## [What is required]
Your task is to copy every line below that contains the word "leaves".
════
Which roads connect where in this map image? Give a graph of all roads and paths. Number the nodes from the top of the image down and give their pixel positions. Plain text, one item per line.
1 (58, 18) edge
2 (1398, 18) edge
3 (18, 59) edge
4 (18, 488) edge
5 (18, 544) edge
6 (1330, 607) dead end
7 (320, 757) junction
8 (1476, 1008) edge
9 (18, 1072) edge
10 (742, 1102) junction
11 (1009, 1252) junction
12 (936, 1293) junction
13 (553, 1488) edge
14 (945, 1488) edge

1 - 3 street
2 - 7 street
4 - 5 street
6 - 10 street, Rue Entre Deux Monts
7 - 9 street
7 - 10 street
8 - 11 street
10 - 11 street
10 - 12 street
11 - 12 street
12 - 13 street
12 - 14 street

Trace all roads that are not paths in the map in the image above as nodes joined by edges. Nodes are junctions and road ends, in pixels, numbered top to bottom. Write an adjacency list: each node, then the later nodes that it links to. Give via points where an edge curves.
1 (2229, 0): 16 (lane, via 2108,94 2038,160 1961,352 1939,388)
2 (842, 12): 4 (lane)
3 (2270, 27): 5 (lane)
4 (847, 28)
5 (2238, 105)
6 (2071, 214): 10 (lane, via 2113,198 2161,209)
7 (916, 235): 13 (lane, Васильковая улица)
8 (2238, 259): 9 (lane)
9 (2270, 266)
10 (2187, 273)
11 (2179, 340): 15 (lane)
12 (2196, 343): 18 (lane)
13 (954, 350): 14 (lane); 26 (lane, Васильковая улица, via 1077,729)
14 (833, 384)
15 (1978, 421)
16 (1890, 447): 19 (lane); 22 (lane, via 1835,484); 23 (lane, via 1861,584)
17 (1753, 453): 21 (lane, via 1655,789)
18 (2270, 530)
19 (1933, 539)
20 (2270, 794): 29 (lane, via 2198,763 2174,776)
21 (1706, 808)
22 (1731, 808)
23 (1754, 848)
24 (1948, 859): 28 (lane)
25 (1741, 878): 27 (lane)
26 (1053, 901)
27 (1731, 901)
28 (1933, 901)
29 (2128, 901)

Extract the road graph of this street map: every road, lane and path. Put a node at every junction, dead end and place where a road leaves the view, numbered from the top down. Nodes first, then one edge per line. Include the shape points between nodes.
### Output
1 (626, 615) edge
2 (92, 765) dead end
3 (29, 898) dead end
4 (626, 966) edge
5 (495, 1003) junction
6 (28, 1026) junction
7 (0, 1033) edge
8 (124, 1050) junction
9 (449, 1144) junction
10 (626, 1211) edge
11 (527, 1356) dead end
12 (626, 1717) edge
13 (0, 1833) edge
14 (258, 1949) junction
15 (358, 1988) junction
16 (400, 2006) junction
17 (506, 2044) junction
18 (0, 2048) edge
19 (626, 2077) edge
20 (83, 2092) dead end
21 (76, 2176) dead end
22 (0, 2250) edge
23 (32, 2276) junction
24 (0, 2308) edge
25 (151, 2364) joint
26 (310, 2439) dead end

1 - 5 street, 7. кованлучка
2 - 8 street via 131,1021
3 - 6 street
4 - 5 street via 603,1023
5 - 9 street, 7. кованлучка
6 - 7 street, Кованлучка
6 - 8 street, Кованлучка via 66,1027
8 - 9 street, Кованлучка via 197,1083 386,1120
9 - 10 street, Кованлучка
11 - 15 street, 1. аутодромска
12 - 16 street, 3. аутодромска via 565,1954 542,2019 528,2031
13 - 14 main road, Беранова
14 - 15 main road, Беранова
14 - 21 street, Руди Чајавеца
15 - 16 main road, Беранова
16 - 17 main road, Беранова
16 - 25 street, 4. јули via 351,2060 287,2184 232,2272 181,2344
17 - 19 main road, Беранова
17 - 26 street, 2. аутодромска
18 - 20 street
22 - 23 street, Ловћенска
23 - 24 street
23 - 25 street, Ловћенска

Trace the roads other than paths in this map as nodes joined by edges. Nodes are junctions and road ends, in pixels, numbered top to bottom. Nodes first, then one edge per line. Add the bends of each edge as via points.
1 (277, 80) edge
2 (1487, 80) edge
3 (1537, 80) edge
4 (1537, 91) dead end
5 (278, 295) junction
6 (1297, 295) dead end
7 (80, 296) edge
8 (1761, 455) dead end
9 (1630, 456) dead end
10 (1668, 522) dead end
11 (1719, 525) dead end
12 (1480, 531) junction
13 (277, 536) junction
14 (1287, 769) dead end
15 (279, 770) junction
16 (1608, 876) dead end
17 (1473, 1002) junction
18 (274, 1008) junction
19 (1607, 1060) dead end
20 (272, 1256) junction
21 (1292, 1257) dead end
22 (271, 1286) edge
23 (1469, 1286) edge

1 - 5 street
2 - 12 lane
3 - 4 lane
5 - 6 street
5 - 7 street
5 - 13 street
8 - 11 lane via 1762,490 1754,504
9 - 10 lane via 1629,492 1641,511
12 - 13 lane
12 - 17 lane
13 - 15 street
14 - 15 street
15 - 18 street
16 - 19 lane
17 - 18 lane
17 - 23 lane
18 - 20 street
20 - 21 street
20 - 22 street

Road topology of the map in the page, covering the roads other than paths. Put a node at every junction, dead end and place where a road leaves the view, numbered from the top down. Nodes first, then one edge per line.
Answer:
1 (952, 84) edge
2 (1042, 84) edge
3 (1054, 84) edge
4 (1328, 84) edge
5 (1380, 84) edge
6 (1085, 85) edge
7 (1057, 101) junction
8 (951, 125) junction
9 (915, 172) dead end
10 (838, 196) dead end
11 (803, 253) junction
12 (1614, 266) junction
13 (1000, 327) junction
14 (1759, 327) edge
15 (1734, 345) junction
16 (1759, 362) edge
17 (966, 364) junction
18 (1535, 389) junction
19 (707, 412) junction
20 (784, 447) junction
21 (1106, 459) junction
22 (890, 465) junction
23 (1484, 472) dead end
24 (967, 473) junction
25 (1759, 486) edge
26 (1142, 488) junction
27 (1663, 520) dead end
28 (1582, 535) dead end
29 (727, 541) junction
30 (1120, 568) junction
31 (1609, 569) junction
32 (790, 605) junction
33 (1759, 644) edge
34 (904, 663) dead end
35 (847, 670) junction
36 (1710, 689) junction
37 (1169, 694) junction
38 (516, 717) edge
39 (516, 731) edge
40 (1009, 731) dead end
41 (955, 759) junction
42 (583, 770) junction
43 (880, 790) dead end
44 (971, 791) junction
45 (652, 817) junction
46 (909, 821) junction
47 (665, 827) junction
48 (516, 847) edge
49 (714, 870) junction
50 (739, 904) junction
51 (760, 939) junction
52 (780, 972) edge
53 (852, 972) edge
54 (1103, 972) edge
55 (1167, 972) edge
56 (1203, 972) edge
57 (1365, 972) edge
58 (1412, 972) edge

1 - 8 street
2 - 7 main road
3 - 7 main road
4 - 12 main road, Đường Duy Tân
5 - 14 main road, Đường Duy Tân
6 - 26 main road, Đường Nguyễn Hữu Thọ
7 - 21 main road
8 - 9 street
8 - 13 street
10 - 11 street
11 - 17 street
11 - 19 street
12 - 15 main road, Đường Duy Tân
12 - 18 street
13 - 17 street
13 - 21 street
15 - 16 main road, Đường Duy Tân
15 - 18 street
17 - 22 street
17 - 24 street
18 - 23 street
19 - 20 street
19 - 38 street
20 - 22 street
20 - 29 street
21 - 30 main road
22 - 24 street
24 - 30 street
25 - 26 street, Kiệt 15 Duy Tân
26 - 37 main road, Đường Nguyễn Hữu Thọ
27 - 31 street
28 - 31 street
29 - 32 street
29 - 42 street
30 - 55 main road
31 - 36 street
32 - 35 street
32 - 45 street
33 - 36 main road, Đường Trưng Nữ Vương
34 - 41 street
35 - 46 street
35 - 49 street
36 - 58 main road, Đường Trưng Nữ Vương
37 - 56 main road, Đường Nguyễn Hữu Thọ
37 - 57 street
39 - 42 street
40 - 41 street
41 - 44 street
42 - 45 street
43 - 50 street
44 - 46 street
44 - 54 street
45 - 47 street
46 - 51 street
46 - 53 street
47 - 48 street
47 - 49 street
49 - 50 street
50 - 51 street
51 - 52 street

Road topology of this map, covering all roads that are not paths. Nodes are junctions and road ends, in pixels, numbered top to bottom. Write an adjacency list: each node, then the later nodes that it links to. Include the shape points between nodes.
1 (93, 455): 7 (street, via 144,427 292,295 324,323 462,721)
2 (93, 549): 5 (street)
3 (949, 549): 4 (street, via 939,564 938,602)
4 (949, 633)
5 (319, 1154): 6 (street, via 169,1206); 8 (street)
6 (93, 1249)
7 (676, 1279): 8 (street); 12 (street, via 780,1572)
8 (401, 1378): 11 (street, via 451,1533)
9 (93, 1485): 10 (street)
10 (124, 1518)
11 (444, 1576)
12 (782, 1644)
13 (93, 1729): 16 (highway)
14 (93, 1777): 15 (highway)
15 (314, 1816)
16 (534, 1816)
════
## [Response]
Extract the road graph of this street map: every road, lane and path. Put a node at every junction, dead end and place where a road leaves the view, numbered from the top down. Nodes first, then one edge per line. Include the shape points between nodes.
Road topology of the map in the page, covering the roads other than paths. Put a node at every junction, dead end and place where a road leaves the view, numbered from the top down. Nodes first, then one edge per line.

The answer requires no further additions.